# Does applying the coefficients of one row of Pascal's triangle to adjacent entries of a later row always yield an entry in the triangle?

I was wondering how to prove that in general, if I take any row of Pascal's triangle and apply all of the coefficients of that row to adjacent entries of a later row, you'll get an entry in Pascal's triangle?

For instance, one can show that if you apply the coefficients $$1,2,1$$ in the second row to any later row, you get an entry in Pascal's triangle. More formally, $${n\choose r} + 2{n\choose r+1} +{n\choose r+2} = {n+2\choose r+2} \tag1$$ Similarly, showing that applying the coefficients of the third row to later rows results in an entry in Pascal's triangle would involve showing that $${n\choose r} + 3{n\choose r+1} + 3{n\choose r+2} + {n\choose r+3} = {n + 3\choose r+3} \tag2$$

I know how to show $$(1)$$ using the definition of choosing: $${n\choose k} = \frac{n^{\underline{k}}}{k!}$$ and just expanding all terms and simplifying. But if one were to show the general case, perhaps some sort of induction would be required?

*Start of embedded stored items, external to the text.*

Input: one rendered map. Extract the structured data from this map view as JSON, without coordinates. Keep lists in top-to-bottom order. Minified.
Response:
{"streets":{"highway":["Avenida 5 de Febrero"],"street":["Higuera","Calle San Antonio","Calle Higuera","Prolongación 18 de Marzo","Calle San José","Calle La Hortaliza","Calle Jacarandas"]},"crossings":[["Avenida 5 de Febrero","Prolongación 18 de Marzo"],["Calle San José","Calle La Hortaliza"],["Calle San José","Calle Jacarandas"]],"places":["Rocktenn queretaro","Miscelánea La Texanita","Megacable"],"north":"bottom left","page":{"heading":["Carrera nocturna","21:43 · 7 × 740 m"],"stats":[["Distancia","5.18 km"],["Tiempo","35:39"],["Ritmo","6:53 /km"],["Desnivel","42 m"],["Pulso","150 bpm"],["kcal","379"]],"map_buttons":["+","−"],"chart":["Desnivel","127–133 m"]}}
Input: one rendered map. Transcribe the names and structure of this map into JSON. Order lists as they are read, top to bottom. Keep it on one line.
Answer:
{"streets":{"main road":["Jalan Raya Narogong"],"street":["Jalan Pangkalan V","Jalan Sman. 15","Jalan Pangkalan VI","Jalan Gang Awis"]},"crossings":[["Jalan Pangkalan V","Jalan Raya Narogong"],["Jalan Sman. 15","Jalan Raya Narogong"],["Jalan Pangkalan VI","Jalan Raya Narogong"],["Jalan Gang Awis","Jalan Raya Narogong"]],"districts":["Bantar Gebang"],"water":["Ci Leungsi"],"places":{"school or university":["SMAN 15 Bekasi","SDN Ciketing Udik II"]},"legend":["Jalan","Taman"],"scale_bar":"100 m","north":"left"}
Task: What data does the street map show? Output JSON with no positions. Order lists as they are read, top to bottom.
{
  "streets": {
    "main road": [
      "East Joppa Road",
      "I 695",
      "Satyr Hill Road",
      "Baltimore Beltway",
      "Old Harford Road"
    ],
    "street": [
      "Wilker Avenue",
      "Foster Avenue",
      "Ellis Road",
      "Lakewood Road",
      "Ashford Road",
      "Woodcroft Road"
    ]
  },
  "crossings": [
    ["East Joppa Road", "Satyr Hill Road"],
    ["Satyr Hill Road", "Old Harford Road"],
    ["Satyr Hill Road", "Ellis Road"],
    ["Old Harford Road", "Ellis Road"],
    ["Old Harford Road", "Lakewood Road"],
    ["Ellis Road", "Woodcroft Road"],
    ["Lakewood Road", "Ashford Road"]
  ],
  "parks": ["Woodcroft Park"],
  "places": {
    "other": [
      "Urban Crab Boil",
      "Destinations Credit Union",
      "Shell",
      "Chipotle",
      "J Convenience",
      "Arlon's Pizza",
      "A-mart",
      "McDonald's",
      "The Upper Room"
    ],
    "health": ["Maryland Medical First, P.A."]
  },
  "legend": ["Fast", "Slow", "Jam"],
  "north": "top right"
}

For instance, perhaps this is equivalent to showing that $$\sum_{i=0}^j {j\choose i} {n\choose r + i} = {n + j\choose r+j} \tag3$$ for $$j\geq 1$$. The base case is just Pascal's identity, and I know a combinatorial proof as well as an algebraic proof for it. Assume the inductive hypothesis. We need to show that $$\sum_{i=0}^{j+1} {j+1\choose i}{n\choose r+i}={n+j+1\choose r+j+1} \tag4$$ However, I can't find a good relationship b/w this step and the inductive hypothesis.

This is, in a way, a generalization of Pascal's Identity.

yes, it works. Here is how to do the induction, illustrated...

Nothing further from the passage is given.